I have some very large data files (~60gb) on which I am running several Poisson regressions and calculating marginal effects for a dummy variable, which is interacted with many other variables.

With a small dataset, I would run the following (excuse the contrived example):

Code:

sysuse auto, clear drop if rep78<3 poisson price i.foreign##(c.weight i.rep78 c.length) margins foreign, predict(xb) gen(marg)

(output omitted)

However, I have found that with my giant data set, -margins- takes much longer than manually calculating marginal effects. In this case, I can calculate them manually by:

Code:

gen marg_dom = _b[_cons] + _b[1.foreign]*0 + _b[weight]*weight + _b[4.rep78]*4.rep78 /// + _b[5.rep78]*5.rep78 + _b[length]*length + _b[1.foreign#c.weight]*0*weight /// + _b[1.foreign#4.rep78]*0*4.rep78 + _b[1.foreign#5.rep78]*0*5.rep78 /// + _b[1.foreign#c.length]*0*length gen marg_for = _b[_cons] + _b[1.foreign]*1 + _b[weight]*weight + _b[4.rep78]*4.rep78 /// + _b[5.rep78]*5.rep78 + _b[length]*length + _b[1.foreign#c.weight]*1*weight /// + _b[1.foreign#4.rep78]*1*4.rep78 + _b[1.foreign#5.rep78]*1*5.rep78 /// + _b[1.foreign#c.length]*1*length

This goes much faster. Using 1/30th of my sample to test, it took about 40 seconds to calculate marginal effects using -margins- and 1 second to calculate it manually. With the whole dataset, it took hours to estimate one regression and run -margins- afterward. And of course, both methods yield identical results:

Code:

. sum marg* Variable | Obs Mean Std. Dev. Min Max -------------+--------------------------------------------------------- marg1 | 59 8.506748 .446367 7.747314 9.524893 marg2 | 59 9.237163 .6608012 8.193282 10.61953 marg_dom | 59 8.506748 .446367 7.747314 9.524893 marg_for | 59 9.237163 .6608012 8.193282 10.61953

My problem is that my actual specifications have many more variables, including some factor variables with over 100 entries. And, I have several specifications which differ in which variables are included. As a result, manually typing out the marginal effects calculations is simultaneously tedious, time consuming, and error prone. I need only the marginal effects, not the standard errors or other reported values from the output of -margins- (with this many observations, and with a theory-driven model that doesn't include unrelated variables, p-values are always ~0.000).

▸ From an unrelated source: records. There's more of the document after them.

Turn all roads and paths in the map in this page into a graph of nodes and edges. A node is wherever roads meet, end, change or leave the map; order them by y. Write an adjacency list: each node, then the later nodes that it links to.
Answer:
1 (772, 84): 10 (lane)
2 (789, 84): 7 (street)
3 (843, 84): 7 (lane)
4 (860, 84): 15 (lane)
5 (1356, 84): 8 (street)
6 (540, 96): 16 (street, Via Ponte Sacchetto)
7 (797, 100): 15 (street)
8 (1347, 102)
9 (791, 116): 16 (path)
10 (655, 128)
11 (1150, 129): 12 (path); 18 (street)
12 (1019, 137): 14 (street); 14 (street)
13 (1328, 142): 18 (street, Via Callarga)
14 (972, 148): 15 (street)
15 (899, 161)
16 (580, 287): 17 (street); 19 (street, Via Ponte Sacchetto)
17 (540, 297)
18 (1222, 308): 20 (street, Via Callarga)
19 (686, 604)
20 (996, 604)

My question is, how can I calculate marginal effects such as these without manually typing out each one? Is there a way to do this using -margins- that can go faster?
Tags: None
Richard Williams

Join Date: Apr 2014

Posts: 4852
#2

28 Sep 2017, 12:46

Try adding the nose (no standard errors) option to margins and see if that speeds things up enough. I think SEs can add a lot of time to the calculations.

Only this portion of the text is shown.